Jean-Jack Queyranne, Président de la Région Rhône-Alpes, Alain Chabrolle, Vice-président délégué à la santé et à l’environnement et Sarah Boukalaa, Conseillère régionale déléguée à la jeunesse, ont visité ce matin la cimenterie Vicat, à  Montalieu-Vercieu puis la Réserve Naturelle Régionale (RNR) des étangs de Mépieu.

Située dans le nord de l’Isère, la RNR des étangs de Mépieu est remarquable par la diversité exceptionnelle de sa faune et de sa flore. Alternant zones sèches et humides, les 161 hectares du site abritent 612 espèces de plantes, 170 espèces d’oiseaux, 35 espèces de mammifères…

Classée en RNR pour une période de 30 ans par le Conseil régional en juillet 2008, cette réserve constitue l’exemple d’une collaboration réussie entre collectivité, association et industriel au service de la nature. En effet, le site appartient à la commune de Creys-Mépieu (43 hectares) et au groupe Vicat, (118 hectares), dont les carrières sont progressivement réaménagées et intégrées à la RNR.
L’association Nature Nord Isère Lo Parvi est gestionnaire du site.

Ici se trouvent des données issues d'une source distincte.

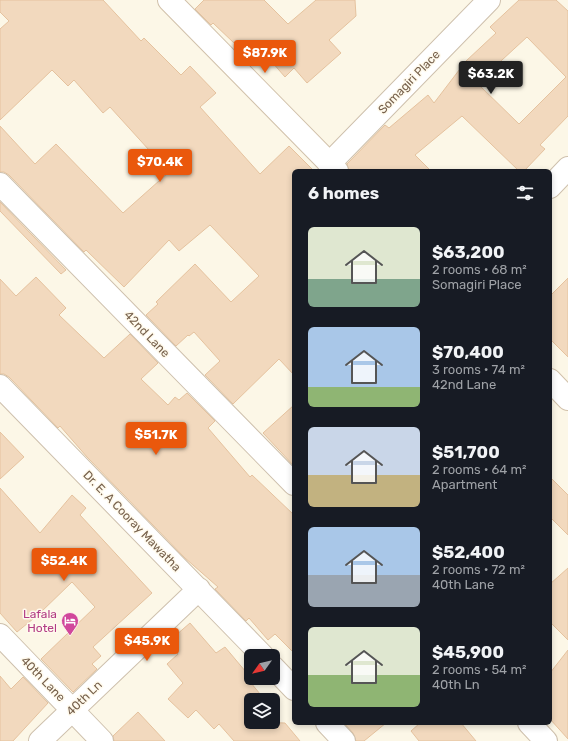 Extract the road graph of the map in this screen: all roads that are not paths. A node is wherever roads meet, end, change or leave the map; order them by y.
1 (169, 0) edge
2 (489, 0) edge
3 (333, 167) edge
4 (568, 168) edge
5 (0, 184) edge
6 (552, 185) edge
7 (552, 382) edge
8 (0, 386) edge
9 (568, 399) edge
10 (292, 482) edge
11 (199, 589) junction
12 (0, 635) edge
13 (256, 649) edge
14 (280, 674) edge
15 (292, 687) edge
16 (72, 709) junction
17 (329, 725) edge
18 (531, 725) edge
19 (40, 741) edge
20 (102, 741) edge
21 (344, 741) edge
22 (546, 741) edge

1 - 3 street
2 - 3 street, Somagiri Place
4 - 6 street
5 - 10 street, 42nd Lane
7 - 9 street
8 - 11 street, Dr. E. A Cooray Mawatha
11 - 13 street, Dr. E. A Cooray Mawatha
11 - 16 street, 40th Ln
12 - 16 street, 40th Lane
14 - 15 street
16 - 19 street, 40th Ln
16 - 20 street, 40th Lane
17 - 21 street
18 - 22 street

A ce titre, elle bénéficie de près de 260 000 € de subventions régionales sur la période 2008 – 2012 afin d’assurer des missions de protection, d’étude et d’animation.

Volontairement restrictif, le label RNR est accordé par la Région aux milieux naturels les plus emblématiques. Pour un territoire, c’est un engagement à long terme (10 ans minimum) synonyme :
• d’une réglementation spécifique qui vient compléter la législation existante,
• d’un cadre de gestion partenarial adapté à la taille et aux enjeux locaux,
• d’un territoire d’innovation pour l’expertise et la recherche,
• d’un lieu privilégié pour la pédagogie de la nature,
• de moyens financiers affectés par la Région pour impulser des projets.

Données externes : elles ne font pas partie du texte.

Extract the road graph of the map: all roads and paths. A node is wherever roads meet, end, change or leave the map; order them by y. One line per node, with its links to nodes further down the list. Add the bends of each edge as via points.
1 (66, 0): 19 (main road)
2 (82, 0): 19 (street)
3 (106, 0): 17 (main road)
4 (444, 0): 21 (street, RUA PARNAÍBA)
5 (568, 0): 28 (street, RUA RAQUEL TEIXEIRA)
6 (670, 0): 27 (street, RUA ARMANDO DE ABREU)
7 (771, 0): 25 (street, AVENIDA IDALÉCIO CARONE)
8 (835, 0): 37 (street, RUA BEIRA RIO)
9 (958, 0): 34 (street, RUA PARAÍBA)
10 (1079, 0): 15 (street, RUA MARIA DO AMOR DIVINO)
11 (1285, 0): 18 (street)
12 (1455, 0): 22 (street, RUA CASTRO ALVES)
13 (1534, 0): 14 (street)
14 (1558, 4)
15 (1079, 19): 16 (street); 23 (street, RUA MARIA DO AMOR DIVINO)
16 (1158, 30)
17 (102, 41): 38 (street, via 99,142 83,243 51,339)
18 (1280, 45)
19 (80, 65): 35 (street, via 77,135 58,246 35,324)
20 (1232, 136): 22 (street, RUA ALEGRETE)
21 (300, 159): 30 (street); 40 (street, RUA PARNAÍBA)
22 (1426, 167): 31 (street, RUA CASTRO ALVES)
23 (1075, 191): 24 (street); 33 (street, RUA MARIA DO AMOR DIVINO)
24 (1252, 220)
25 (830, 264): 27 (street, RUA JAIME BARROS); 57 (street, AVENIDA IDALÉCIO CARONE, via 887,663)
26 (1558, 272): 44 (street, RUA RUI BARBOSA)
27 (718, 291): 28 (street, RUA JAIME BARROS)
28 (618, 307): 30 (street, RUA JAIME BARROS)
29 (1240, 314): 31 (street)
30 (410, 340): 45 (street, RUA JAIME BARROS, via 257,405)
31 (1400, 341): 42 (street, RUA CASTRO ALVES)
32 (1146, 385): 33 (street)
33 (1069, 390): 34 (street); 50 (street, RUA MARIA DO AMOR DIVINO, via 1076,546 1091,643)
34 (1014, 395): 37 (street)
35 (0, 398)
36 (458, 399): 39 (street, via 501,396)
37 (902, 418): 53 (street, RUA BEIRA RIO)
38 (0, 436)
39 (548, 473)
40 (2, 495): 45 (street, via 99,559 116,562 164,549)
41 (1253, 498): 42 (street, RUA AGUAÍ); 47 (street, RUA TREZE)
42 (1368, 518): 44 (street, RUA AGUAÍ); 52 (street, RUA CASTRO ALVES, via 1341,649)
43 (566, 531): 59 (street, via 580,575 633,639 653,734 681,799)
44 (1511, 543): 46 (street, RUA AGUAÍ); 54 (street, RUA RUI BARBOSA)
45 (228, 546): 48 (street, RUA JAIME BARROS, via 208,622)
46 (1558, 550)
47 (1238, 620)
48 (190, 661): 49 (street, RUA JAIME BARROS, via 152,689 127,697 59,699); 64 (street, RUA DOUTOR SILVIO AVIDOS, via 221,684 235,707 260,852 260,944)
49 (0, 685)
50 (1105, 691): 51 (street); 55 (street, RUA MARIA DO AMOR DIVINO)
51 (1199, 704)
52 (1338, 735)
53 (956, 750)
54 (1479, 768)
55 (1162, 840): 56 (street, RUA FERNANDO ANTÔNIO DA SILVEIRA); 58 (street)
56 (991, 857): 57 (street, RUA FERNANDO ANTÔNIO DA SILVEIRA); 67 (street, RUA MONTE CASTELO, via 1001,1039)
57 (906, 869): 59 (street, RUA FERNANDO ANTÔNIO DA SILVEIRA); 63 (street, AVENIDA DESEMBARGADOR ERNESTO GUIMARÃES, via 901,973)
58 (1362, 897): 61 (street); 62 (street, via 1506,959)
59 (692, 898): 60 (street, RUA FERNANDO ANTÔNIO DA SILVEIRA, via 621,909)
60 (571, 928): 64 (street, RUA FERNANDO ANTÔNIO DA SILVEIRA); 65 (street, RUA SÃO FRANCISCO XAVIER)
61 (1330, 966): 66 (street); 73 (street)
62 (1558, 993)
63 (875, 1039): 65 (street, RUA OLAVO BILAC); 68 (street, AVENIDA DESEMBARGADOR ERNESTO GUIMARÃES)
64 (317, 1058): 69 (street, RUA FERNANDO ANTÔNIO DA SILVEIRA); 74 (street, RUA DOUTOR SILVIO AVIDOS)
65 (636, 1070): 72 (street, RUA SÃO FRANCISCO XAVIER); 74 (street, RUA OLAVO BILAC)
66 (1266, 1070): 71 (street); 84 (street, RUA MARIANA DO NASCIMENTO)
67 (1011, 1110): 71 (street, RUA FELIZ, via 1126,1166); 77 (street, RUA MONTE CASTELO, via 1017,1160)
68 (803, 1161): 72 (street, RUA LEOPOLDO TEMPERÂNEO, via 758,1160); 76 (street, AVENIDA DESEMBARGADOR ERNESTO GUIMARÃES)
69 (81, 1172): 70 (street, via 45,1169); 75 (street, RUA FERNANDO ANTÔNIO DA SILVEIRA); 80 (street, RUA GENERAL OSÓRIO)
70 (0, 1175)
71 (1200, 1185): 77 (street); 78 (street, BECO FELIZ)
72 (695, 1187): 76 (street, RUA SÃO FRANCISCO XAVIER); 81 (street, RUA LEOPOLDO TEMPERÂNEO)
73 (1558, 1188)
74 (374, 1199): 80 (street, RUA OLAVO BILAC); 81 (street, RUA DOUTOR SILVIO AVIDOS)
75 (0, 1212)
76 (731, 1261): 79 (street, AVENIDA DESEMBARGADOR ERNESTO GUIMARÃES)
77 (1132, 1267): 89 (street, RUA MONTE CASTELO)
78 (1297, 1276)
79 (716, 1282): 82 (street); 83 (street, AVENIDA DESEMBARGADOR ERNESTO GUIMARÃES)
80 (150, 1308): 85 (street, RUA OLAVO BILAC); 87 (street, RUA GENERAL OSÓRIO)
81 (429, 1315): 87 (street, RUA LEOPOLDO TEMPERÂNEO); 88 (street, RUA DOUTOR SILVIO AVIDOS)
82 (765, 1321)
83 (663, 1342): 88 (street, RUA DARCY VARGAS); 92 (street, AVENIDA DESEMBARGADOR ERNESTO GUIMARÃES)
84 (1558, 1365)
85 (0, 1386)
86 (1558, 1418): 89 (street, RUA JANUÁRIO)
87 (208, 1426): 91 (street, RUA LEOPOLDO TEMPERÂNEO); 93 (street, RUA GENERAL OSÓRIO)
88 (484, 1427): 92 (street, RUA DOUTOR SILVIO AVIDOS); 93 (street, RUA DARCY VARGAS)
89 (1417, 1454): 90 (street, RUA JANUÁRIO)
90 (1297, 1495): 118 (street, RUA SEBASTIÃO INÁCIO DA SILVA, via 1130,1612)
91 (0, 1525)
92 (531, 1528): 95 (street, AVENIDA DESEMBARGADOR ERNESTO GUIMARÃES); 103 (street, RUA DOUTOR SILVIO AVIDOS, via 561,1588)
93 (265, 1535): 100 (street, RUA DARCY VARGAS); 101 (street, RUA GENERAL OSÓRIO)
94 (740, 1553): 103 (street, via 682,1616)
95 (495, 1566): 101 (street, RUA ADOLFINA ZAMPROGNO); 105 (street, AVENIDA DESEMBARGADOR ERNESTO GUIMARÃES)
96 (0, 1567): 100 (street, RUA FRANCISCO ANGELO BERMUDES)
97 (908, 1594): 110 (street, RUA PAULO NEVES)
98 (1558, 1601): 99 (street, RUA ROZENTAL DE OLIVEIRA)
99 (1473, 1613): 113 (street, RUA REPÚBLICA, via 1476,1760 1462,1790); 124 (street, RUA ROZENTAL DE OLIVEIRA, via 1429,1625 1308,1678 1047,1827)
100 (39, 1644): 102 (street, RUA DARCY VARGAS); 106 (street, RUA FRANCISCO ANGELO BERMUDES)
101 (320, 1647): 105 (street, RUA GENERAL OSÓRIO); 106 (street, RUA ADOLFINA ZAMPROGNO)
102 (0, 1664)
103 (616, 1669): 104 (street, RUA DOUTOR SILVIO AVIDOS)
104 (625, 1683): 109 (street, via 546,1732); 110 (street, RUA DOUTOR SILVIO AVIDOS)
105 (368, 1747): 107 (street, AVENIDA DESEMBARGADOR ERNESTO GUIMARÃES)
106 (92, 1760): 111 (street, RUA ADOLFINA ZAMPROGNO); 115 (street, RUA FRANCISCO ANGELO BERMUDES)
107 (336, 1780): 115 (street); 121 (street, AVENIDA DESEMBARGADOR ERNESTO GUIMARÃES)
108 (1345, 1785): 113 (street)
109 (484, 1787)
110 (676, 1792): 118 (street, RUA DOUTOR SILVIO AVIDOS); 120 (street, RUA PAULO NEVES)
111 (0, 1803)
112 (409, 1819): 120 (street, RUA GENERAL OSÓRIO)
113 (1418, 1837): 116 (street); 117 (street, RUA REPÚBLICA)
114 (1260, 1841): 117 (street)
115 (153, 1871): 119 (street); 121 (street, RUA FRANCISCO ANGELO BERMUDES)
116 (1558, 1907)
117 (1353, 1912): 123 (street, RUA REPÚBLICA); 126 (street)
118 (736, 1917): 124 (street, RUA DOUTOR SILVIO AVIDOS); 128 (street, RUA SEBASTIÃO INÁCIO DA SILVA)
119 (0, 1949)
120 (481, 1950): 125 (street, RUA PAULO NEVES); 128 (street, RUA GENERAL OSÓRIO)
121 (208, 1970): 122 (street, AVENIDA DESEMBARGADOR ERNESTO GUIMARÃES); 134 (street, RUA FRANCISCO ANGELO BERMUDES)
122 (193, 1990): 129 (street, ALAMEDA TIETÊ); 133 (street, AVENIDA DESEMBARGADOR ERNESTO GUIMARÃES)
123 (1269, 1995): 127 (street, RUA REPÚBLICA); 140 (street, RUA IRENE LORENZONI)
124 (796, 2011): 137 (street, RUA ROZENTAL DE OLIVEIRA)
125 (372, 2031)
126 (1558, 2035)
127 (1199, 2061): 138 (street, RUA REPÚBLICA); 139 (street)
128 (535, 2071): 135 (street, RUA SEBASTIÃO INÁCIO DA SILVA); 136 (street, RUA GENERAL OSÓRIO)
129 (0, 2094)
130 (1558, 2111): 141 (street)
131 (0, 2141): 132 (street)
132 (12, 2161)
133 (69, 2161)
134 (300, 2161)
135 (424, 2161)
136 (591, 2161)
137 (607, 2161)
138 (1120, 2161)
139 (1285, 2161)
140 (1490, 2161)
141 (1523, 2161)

Une politique régionale innovante en matière de biodiversité

Avec 22% du territoire rhônalpin considéré comme « espace naturel remarquable », Rhône-Alpes possède une biodiversité exceptionnelle sur son territoire. Afin de la protéger, la Région a mis en place, dès juillet 2006, une politique de préservation du patrimoine naturel volontariste et innovante qui a pour objectif de construire un réseau régional des espaces préservés basé sur :
• 12 RNR qui représentent une superficie totale de 2000 hectares,
• 3 corridors biologiques : naturels ou artificiels, ces espaces sont indispensables aux espèces animales pour se déplacer librement et en toute sécurité d’un territoire à l’autre,
• 14 Contrats biodiversité en Rhône-Alpes qui concernent des sites présentant une biodiversité d’intérêt régional, peu ou pas protégés.

En 2010, la Région consacre 4,7 M€ aux RNR et à la préservation du patrimoine naturel rhônalpin.